Bueno, bueno, bueno. Después de leer tu relato y el comentario de Charlie, no sé que pensar. Supongo que también los animales están sujeto a un mal día o a la tragedia, igual que los seres humanos. Estoy de acuerdo con Jim que el animal no debe sufrir, pero a la vez, no sé si soy capaz de matar a golpes un animal con un palo (tendría que pedir a mi hermano, que también ha tenido que hacer lo mismo una vez).

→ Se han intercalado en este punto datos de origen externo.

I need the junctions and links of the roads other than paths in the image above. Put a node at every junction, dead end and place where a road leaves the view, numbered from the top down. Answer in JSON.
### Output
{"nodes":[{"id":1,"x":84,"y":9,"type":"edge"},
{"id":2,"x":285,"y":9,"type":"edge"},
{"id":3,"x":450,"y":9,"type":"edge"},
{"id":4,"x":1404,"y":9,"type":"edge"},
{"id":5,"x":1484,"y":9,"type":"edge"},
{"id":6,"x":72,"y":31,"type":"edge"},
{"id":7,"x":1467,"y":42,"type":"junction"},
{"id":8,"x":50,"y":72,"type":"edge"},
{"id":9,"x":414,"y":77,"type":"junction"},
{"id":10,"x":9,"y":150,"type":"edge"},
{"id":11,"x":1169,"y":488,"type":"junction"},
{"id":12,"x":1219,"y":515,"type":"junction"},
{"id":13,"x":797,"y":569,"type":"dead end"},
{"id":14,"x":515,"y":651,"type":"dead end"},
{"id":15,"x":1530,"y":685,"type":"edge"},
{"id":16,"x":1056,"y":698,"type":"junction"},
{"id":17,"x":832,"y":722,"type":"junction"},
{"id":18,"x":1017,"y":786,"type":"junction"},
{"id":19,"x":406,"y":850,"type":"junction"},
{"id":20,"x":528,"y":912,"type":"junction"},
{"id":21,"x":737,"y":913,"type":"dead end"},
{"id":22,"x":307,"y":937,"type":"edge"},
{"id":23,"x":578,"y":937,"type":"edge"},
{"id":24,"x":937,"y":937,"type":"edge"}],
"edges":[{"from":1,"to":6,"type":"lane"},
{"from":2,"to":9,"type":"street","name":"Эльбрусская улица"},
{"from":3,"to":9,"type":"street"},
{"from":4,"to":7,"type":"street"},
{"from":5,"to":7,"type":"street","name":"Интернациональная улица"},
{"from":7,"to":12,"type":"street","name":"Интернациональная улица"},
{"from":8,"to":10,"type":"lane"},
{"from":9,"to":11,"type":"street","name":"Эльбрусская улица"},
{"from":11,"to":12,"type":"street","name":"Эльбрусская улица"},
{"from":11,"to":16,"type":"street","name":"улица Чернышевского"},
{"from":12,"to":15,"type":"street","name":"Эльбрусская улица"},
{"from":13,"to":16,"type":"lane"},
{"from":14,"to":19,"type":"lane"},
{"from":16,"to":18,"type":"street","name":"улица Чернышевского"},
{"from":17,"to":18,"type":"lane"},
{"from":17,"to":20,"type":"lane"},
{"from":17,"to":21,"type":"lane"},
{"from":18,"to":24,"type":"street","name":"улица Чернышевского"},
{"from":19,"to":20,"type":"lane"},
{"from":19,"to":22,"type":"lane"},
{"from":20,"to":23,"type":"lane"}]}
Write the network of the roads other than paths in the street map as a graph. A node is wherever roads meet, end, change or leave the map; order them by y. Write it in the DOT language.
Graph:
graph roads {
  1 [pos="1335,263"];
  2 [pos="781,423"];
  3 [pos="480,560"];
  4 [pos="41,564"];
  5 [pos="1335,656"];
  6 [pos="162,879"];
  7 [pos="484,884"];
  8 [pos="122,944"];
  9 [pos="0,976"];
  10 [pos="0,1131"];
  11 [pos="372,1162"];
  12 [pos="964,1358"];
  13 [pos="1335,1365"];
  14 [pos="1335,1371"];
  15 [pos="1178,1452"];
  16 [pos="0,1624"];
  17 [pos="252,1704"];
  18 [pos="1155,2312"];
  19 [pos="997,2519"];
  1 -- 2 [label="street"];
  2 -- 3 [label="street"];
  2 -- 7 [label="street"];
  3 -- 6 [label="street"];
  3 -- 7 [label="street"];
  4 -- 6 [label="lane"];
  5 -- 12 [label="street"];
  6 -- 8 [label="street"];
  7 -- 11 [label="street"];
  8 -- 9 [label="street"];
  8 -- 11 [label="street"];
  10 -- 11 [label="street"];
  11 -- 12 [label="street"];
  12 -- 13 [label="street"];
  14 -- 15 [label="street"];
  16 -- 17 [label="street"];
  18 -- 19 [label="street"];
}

Yo me acuerdo que un día aplasté una ardilla listada con el coche. El bicho había cruzado la carretera y al llegar al otro lado, dio una vuelta para cruzar de nuevo y no tenía tiempo para frenar el coche. Lo peor fue el golpazo que oí cuando chocó con la rueda y sabía que lo había matado.

23 Febrero 2006 | 11:56 PM

Mercedes

Mercedes dijo

Pues a mí me ha estremecido el cuento de Jim. He visto en muchas películas y documentales situaciones parecidas a esa, en la que se sacrifica al animal para evitarle sufrimientos inútiles. Y lo entiendo, pero espero no tener que verme yo en la situación de tener que hacerlo por mí misma. Se debe de pasar muy mal.